We walked outside, around to the back side of the fifth wheel. There he stopped, folded his arms, and waited expectantly. Suddenly I realized that, unlike previous lessons, he wasn’t going to demonstrate for me how to do it. He was going to make me do it myself!

I looked down at the maze of handles – four of them – that need to be pulled and pushed at the proper time, and I froze! All I could think about was that scene from the movie RV when Robin Williams tries to dump the accumulation in the black water tank of the RV he has rented to take his family on vacation.

If you’ve seen the movie, you know what I’m talking about. He, too, did not understand the system of hoses and valves required for the task. He ends up getting sprayed by a geyser of the smelly crud when his sewer hose proves to be too short to reach the dump drain!

I knew I wouldn’t have that problem. Our sewer hose is securely mounted on one of those caterpillar-like sets of plastic legs that carries it downhill and directly to the drain. I don’t know what the proper name is for that little device, but I think it ought to be called a "craperpillar."

With a mighty effort, I pushed the images of geysers of liquid brown sludge out of my mind. I bent over and pulled a handle. It was the right one! Then I pulled a second handle, and I could see that the desired action was taking place. Just for good measure I pulled the other two handles – one at a time – and another gush of water, thinner and lighter in color than the first, poured forth down the sewer hose. I had dumped the "gray water" (dishwater, shower water, and stuff that’s not so contaminated), too.

Then it was time to push the handles in and close off the valves, in the proper order, of course. That part wasn’t nearly so scary, but another image flashed through my mind.

Several years ago, at a state park in Louisana, Bruce waited in line for his turn at the public dump station. As he waited, he couldn’t help but hear the booming voice of a man behind him in line.

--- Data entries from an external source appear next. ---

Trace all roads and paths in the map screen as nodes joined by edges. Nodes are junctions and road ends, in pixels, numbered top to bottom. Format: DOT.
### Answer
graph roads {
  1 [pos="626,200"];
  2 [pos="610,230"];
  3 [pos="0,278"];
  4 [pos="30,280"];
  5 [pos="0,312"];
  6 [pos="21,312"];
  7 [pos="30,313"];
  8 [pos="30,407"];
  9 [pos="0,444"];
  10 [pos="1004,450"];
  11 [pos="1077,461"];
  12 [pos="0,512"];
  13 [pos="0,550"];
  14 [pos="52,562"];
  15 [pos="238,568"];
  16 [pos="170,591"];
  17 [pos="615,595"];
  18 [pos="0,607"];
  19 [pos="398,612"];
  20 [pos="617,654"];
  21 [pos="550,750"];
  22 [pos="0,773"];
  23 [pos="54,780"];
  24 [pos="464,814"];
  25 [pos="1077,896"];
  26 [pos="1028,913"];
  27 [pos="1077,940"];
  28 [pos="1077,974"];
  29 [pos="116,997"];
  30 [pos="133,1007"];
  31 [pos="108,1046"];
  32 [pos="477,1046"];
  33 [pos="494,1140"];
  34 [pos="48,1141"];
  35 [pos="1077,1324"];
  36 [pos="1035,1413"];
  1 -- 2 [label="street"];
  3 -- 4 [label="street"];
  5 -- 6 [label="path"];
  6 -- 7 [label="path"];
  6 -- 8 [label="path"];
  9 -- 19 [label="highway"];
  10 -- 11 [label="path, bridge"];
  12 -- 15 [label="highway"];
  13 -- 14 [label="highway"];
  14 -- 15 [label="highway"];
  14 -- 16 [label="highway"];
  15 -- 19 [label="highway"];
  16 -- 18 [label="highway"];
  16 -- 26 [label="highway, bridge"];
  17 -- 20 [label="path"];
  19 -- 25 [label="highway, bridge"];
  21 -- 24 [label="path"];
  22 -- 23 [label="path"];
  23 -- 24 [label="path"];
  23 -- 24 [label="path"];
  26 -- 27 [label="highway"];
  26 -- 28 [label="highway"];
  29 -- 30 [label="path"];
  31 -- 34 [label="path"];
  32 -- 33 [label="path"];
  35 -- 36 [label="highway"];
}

The loudmouth was bragging about how most people don’t know how to dump properly, but he did.

 Bruce completed his task, pulled forward out of the dump station and turned around just in time to see a disaster. The braggart had pulled up to the dump, connected his sewer hoses, placed the end down the drain, and pulled the release handle on his black water tank. Unfortunately, the hose connections were not tight enough and gave way under the pressure of the exiting fecal fluid! There was no geyser this time, but there was a wide-spread stinking mess and lots of quiet chuckling in the crowd around him.

So, I mentally patted myself on the back at completing the task in a clean and efficient way. Now, if I can just remember how I did it when I need to do it all by myself!